Transcribe the data in full, keeping each line exactly as it appears.

__________________________________________________

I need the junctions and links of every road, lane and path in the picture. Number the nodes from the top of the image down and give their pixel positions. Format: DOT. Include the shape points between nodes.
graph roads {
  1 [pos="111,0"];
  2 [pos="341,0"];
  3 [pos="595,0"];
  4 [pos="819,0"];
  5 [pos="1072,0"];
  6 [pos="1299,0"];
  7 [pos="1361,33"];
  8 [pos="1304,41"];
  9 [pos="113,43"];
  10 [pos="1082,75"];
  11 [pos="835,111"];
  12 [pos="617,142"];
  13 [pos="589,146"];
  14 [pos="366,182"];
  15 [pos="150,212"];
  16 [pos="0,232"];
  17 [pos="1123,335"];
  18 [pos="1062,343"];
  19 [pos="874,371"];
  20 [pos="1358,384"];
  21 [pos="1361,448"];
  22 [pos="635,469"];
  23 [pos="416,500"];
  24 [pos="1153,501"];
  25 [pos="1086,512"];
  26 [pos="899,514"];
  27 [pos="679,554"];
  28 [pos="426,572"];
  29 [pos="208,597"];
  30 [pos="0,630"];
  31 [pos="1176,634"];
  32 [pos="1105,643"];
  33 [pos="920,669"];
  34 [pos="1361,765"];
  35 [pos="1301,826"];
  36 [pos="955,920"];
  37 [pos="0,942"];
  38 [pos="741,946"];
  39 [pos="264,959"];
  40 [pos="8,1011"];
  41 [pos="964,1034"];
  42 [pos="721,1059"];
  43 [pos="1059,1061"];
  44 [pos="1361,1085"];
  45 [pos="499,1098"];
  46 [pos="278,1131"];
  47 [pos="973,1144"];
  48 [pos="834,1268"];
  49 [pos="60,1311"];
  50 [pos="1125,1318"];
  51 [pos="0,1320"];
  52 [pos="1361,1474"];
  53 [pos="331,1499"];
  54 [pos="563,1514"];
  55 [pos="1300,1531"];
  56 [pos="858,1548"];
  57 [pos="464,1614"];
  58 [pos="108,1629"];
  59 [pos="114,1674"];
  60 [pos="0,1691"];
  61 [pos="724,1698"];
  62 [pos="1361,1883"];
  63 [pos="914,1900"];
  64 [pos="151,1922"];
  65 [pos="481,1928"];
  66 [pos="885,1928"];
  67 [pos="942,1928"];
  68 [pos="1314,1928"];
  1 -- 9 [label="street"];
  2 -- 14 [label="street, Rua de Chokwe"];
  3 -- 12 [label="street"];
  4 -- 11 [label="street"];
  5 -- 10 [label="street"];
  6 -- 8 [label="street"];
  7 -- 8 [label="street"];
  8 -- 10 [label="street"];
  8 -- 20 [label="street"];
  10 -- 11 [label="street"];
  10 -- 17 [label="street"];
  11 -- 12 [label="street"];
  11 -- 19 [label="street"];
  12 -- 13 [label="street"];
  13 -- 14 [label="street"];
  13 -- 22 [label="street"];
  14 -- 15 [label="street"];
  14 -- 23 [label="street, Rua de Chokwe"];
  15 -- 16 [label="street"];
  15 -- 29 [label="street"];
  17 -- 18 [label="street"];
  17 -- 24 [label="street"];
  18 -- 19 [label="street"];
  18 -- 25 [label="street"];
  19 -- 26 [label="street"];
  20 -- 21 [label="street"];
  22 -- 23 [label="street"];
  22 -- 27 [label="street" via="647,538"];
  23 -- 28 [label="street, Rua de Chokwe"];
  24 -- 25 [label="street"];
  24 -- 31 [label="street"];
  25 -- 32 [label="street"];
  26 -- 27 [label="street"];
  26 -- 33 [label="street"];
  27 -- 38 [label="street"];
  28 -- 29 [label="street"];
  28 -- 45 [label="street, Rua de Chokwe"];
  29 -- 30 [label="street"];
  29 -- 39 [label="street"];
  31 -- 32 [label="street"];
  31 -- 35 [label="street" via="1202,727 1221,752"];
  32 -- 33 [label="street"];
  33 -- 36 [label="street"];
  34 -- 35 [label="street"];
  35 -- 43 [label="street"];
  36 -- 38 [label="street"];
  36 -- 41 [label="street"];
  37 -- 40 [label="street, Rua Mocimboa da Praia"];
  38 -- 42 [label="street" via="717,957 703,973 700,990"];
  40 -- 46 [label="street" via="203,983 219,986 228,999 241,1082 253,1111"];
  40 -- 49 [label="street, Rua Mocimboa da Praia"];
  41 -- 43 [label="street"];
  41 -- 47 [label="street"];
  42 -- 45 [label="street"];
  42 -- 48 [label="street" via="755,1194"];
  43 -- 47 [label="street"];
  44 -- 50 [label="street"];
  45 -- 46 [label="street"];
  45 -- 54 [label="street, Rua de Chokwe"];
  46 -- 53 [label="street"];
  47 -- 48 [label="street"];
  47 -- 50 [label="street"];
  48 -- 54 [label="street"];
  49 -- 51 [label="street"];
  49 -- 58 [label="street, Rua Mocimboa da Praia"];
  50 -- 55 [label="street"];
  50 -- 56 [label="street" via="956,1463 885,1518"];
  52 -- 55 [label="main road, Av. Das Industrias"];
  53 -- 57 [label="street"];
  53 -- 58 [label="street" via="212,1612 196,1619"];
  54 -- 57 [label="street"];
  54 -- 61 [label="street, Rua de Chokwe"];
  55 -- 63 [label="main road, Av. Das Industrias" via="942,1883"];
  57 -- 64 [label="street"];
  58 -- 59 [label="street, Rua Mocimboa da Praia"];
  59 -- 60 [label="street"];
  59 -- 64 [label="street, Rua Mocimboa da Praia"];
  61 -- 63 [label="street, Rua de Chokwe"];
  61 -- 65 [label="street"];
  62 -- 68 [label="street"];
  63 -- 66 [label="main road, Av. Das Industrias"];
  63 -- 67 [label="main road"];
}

__________________________________________________

- Exercise result
I need the junctions and links of every road, lane and path in the picture. Number the nodes from the top of the image down and give their pixel positions. Format: DOT. Include the shape points between nodes.
graph roads {
  1 [pos="111,0"];
  2 [pos="341,0"];
  3 [pos="595,0"];
  4 [pos="819,0"];
  5 [pos="1072,0"];
  6 [pos="1299,0"];
  7 [pos="1361,33"];
  8 [pos="1304,41"];
  9 [pos="113,43"];
  10 [pos="1082,75"];
  11 [pos="835,111"];
  12 [pos="617,142"];
  13 [pos="589,146"];
  14 [pos="366,182"];
  15 [pos="150,212"];
  16 [pos="0,232"];
  17 [pos="1123,335"];
  18 [pos="1062,343"];
  19 [pos="874,371"];
  20 [pos="1358,384"];
  21 [pos="1361,448"];
  22 [pos="635,469"];
  23 [pos="416,500"];
  24 [pos="1153,501"];
  25 [pos="1086,512"];
  26 [pos="899,514"];
  27 [pos="679,554"];
  28 [pos="426,572"];
  29 [pos="208,597"];
  30 [pos="0,630"];
  31 [pos="1176,634"];
  32 [pos="1105,643"];
  33 [pos="920,669"];
  34 [pos="1361,765"];
  35 [pos="1301,826"];
  36 [pos="955,920"];
  37 [pos="0,942"];
  38 [pos="741,946"];
  39 [pos="264,959"];
  40 [pos="8,1011"];
  41 [pos="964,1034"];
  42 [pos="721,1059"];
  43 [pos="1059,1061"];
  44 [pos="1361,1085"];
  45 [pos="499,1098"];
  46 [pos="278,1131"];
  47 [pos="973,1144"];
  48 [pos="834,1268"];
  49 [pos="60,1311"];
  50 [pos="1125,1318"];
  51 [pos="0,1320"];
  52 [pos="1361,1474"];
  53 [pos="331,1499"];
  54 [pos="563,1514"];
  55 [pos="1300,1531"];
  56 [pos="858,1548"];
  57 [pos="464,1614"];
  58 [pos="108,1629"];
  59 [pos="114,1674"];
  60 [pos="0,1691"];
  61 [pos="724,1698"];
  62 [pos="1361,1883"];
  63 [pos="914,1900"];
  64 [pos="151,1922"];
  65 [pos="481,1928"];
  66 [pos="885,1928"];
  67 [pos="942,1928"];
  68 [pos="1314,1928"];
  1 -- 9 [label="street"];
  2 -- 14 [label="street, Rua de Chokwe"];
  3 -- 12 [label="street"];
  4 -- 11 [label="street"];
  5 -- 10 [label="street"];
  6 -- 8 [label="street"];
  7 -- 8 [label="street"];
  8 -- 10 [label="street"];
  8 -- 20 [label="street"];
  10 -- 11 [label="street"];
  10 -- 17 [label="street"];
  11 -- 12 [label="street"];
  11 -- 19 [label="street"];
  12 -- 13 [label="street"];
  13 -- 14 [label="street"];
  13 -- 22 [label="street"];
  14 -- 15 [label="street"];
  14 -- 23 [label="street, Rua de Chokwe"];
  15 -- 16 [label="street"];
  15 -- 29 [label="street"];
  17 -- 18 [label="street"];
  17 -- 24 [label="street"];
  18 -- 19 [label="street"];
  18 -- 25 [label="street"];
  19 -- 26 [label="street"];
  20 -- 21 [label="street"];
  22 -- 23 [label="street"];
  22 -- 27 [label="street" via="647,538"];
  23 -- 28 [label="street, Rua de Chokwe"];
  24 -- 25 [label="street"];
  24 -- 31 [label="street"];
  25 -- 32 [label="street"];
  26 -- 27 [label="street"];
  26 -- 33 [label="street"];
  27 -- 38 [label="street"];
  28 -- 29 [label="street"];
  28 -- 45 [label="street, Rua de Chokwe"];
  29 -- 30 [label="street"];
  29 -- 39 [label="street"];
  31 -- 32 [label="street"];
  31 -- 35 [label="street" via="1202,727 1221,752"];
  32 -- 33 [label="street"];
  33 -- 36 [label="street"];
  34 -- 35 [label="street"];
  35 -- 43 [label="street"];
  36 -- 38 [label="street"];
  36 -- 41 [label="street"];
  37 -- 40 [label="street, Rua Mocimboa da Praia"];
  38 -- 42 [label="street" via="717,957 703,973 700,990"];
  40 -- 46 [label="street" via="203,983 219,986 228,999 241,1082 253,1111"];
  40 -- 49 [label="street, Rua Mocimboa da Praia"];
  41 -- 43 [label="street"];
  41 -- 47 [label="street"];
  42 -- 45 [label="street"];
  42 -- 48 [label="street" via="755,1194"];
  43 -- 47 [label="street"];
  44 -- 50 [label="street"];
  45 -- 46 [label="street"];
  45 -- 54 [label="street, Rua de Chokwe"];
  46 -- 53 [label="street"];
  47 -- 48 [label="street"];
  47 -- 50 [label="street"];
  48 -- 54 [label="street"];
  49 -- 51 [label="street"];
  49 -- 58 [label="street, Rua Mocimboa da Praia"];
  50 -- 55 [label="street"];
  50 -- 56 [label="street" via="956,1463 885,1518"];
  52 -- 55 [label="main road, Av. Das Industrias"];
  53 -- 57 [label="street"];
  53 -- 58 [label="street" via="212,1612 196,1619"];
  54 -- 57 [label="street"];
  54 -- 61 [label="street, Rua de Chokwe"];
  55 -- 63 [label="main road, Av. Das Industrias" via="942,1883"];
  57 -- 64 [label="street"];
  58 -- 59 [label="street, Rua Mocimboa da Praia"];
  59 -- 60 [label="street"];
  59 -- 64 [label="street, Rua Mocimboa da Praia"];
  61 -- 63 [label="street, Rua de Chokwe"];
  61 -- 65 [label="street"];
  62 -- 68 [label="street"];
  63 -- 66 [label="main road, Av. Das Industrias"];
  63 -- 67 [label="main road"];
}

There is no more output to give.